Scan the records for "image". Show the matching lines.

Dataset content -
════
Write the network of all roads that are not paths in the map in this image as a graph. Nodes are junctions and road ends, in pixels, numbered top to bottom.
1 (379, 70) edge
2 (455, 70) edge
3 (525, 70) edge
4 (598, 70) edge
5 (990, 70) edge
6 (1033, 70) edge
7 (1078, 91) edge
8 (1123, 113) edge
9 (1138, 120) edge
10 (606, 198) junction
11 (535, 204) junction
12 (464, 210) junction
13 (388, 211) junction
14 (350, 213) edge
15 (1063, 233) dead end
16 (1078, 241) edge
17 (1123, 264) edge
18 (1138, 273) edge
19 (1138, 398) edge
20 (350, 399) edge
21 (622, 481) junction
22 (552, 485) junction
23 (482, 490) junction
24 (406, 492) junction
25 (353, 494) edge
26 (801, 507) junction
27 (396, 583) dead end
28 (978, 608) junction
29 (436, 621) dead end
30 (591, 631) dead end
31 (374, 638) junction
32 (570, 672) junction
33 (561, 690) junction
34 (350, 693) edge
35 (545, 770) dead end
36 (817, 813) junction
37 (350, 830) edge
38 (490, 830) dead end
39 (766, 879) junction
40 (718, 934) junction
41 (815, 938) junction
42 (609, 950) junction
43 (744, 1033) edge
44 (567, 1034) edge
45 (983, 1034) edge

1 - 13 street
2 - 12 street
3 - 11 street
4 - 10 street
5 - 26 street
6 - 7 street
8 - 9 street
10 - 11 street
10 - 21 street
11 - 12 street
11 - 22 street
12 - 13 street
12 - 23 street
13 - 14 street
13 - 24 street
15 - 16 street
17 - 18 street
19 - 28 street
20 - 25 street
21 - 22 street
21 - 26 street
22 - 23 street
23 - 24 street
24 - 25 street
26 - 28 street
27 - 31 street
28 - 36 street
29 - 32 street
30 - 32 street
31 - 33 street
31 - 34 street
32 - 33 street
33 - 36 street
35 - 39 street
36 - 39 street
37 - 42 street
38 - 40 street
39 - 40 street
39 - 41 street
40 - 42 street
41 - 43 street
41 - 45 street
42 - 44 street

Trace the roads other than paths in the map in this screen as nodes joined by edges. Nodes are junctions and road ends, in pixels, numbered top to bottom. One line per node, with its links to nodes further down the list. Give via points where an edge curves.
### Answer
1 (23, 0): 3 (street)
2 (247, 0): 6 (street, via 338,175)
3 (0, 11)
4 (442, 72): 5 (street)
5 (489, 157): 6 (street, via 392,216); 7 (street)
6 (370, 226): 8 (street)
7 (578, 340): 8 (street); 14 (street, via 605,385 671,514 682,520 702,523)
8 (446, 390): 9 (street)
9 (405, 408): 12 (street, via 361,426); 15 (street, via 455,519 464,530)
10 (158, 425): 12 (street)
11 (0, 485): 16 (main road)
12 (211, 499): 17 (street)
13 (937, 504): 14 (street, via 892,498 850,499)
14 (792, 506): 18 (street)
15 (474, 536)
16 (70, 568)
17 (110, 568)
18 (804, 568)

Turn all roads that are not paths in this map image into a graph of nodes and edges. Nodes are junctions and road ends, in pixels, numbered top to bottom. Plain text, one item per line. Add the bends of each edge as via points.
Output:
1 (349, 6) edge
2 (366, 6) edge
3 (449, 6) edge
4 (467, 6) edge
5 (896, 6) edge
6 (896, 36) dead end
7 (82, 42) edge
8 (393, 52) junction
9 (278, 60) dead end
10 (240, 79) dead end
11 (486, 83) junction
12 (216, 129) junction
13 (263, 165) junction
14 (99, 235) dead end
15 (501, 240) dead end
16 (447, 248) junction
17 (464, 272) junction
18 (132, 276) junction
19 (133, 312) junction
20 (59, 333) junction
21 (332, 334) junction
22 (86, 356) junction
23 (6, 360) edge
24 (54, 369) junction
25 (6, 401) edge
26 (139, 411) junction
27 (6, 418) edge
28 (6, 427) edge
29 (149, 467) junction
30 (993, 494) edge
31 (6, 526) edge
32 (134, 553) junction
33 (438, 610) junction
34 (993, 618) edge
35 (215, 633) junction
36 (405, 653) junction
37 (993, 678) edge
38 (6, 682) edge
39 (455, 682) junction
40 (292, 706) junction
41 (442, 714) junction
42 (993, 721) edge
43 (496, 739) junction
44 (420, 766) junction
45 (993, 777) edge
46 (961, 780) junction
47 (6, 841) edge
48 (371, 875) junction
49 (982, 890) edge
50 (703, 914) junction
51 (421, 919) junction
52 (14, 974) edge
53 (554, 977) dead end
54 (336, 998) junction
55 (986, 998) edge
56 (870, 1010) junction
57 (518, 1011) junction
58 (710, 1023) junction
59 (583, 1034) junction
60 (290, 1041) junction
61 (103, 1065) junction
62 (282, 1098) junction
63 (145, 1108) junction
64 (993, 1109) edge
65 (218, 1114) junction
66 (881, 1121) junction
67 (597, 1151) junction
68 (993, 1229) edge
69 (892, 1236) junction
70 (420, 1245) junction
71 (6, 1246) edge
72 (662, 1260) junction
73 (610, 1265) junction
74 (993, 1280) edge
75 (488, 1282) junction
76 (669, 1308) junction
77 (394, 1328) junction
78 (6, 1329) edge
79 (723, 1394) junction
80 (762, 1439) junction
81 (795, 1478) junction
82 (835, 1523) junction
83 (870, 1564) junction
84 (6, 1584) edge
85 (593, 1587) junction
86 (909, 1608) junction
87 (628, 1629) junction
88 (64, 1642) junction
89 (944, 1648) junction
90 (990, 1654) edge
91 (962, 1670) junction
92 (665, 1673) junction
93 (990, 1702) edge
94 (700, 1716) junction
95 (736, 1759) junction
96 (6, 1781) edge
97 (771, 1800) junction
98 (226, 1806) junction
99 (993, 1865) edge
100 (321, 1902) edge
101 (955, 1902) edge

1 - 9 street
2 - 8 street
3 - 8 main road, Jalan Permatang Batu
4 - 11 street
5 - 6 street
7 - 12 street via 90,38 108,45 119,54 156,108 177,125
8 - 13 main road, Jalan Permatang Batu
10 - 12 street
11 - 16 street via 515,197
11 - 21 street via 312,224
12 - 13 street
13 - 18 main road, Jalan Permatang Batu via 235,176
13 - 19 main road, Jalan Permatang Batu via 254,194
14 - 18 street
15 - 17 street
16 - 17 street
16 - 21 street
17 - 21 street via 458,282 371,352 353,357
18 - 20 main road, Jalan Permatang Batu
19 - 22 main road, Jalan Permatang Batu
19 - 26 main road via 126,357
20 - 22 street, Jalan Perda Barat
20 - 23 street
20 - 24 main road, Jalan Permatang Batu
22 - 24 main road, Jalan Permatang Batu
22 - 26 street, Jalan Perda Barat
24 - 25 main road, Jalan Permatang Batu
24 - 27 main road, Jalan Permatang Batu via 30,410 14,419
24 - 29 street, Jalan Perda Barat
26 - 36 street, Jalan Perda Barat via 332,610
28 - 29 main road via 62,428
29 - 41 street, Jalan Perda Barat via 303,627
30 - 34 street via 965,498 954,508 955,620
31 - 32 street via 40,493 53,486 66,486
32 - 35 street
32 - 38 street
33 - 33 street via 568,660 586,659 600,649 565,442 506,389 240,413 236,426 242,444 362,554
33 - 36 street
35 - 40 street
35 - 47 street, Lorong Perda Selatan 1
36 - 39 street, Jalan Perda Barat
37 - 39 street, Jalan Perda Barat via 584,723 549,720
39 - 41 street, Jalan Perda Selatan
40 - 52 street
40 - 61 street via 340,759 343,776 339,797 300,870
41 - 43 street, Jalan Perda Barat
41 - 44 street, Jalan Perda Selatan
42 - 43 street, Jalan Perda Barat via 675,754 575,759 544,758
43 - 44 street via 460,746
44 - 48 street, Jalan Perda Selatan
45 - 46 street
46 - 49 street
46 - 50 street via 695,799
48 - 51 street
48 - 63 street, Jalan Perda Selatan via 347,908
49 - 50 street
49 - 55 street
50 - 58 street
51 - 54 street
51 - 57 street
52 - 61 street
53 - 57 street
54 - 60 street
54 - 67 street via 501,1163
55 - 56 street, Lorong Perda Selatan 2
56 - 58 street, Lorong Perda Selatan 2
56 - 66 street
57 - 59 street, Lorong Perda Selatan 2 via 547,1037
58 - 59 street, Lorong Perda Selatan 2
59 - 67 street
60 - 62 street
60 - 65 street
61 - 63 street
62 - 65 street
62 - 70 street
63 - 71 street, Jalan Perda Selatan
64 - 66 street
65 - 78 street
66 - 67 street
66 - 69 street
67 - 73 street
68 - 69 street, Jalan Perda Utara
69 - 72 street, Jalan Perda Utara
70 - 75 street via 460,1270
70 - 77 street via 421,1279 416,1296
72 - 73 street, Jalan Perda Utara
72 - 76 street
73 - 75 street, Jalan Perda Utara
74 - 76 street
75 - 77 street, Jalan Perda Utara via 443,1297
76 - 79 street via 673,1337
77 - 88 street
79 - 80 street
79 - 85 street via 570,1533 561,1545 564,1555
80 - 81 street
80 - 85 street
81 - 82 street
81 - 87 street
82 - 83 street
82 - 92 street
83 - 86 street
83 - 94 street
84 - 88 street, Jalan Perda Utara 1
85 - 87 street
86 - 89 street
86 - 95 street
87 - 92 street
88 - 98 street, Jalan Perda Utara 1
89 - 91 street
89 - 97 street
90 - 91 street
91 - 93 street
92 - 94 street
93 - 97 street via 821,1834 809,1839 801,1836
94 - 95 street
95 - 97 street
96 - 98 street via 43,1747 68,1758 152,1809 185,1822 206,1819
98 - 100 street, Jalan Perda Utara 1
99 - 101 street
════
Result -
Write the network of all roads that are not paths in the map in this image as a graph. Nodes are junctions and road ends, in pixels, numbered top to bottom.
Turn all roads that are not paths in this map image into a graph of nodes and edges. Nodes are junctions and road ends, in pixels, numbered top to bottom. Plain text, one item per line. Add the bends of each edge as via points.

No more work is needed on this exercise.